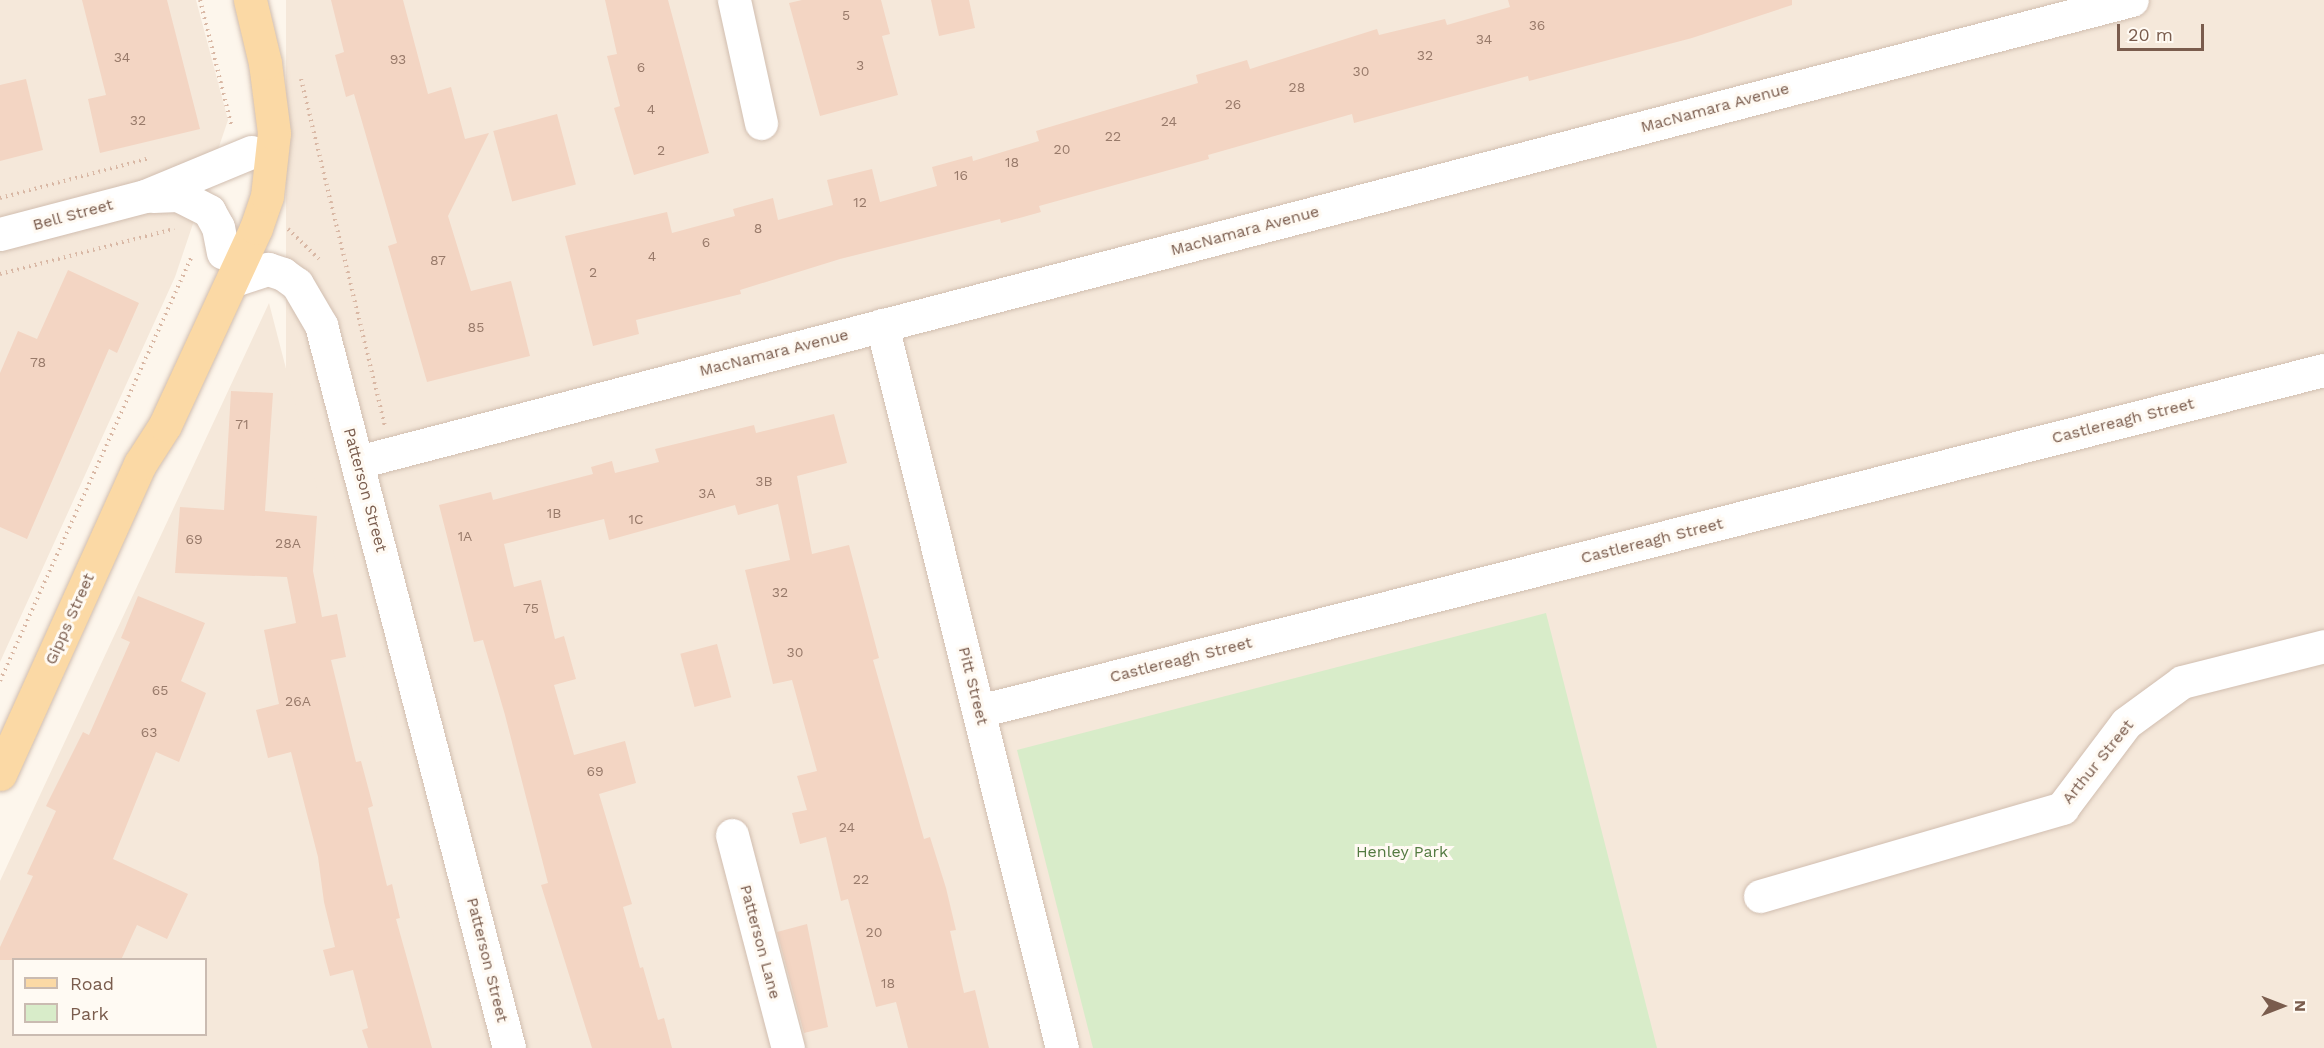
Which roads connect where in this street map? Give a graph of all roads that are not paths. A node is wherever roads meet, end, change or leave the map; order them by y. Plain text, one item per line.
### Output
1 (230, 0) edge
2 (250, 0) edge
3 (734, 0) edge
4 (2132, 0) edge
5 (761, 123) dead end
6 (242, 144) junction
7 (146, 196) junction
8 (0, 234) edge
9 (217, 261) junction
10 (882, 325) junction
11 (2324, 370) edge
12 (358, 462) junction
13 (2324, 646) edge
14 (979, 711) junction
15 (0, 774) edge
16 (732, 835) dead end
17 (1760, 896) dead end
18 (509, 1048) edge
19 (788, 1048) edge
20 (1062, 1048) edge

1 - 6 main road
2 - 9 main road
3 - 5 street
4 - 10 street, MacNamara Avenue
6 - 7 street, Bell Street
6 - 9 main road
7 - 8 street, Bell Street
7 - 9 street, Bell Street
9 - 12 street, Patterson Street
9 - 15 main road, Gipps Street
10 - 12 street, MacNamara Avenue
10 - 14 street, Pitt Street
11 - 14 street, Castlereagh Street
12 - 18 street, Patterson Street
13 - 17 street, Arthur Street
14 - 20 street, Pitt Street
16 - 19 street, Patterson Lane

#####

TASK TO COMPLETE: Return all the records exactly. Skip the pictures.

RESPONSE:
Which roads connect where in this street map? Give a graph of all roads that are not paths. A node is wherever roads meet, end, change or leave the map; order them by y. Plain text, one item per line.
### Output
1 (230, 0) edge
2 (250, 0) edge
3 (734, 0) edge
4 (2132, 0) edge
5 (761, 123) dead end
6 (242, 144) junction
7 (146, 196) junction
8 (0, 234) edge
9 (217, 261) junction
10 (882, 325) junction
11 (2324, 370) edge
12 (358, 462) junction
13 (2324, 646) edge
14 (979, 711) junction
15 (0, 774) edge
16 (732, 835) dead end
17 (1760, 896) dead end
18 (509, 1048) edge
19 (788, 1048) edge
20 (1062, 1048) edge

1 - 6 main road
2 - 9 main road
3 - 5 street
4 - 10 street, MacNamara Avenue
6 - 7 street, Bell Street
6 - 9 main road
7 - 8 street, Bell Street
7 - 9 street, Bell Street
9 - 12 street, Patterson Street
9 - 15 main road, Gipps Street
10 - 12 street, MacNamara Avenue
10 - 14 street, Pitt Street
11 - 14 street, Castlereagh Street
12 - 18 street, Patterson Street
13 - 17 street, Arthur Street
14 - 20 street, Pitt Street
16 - 19 street, Patterson Lane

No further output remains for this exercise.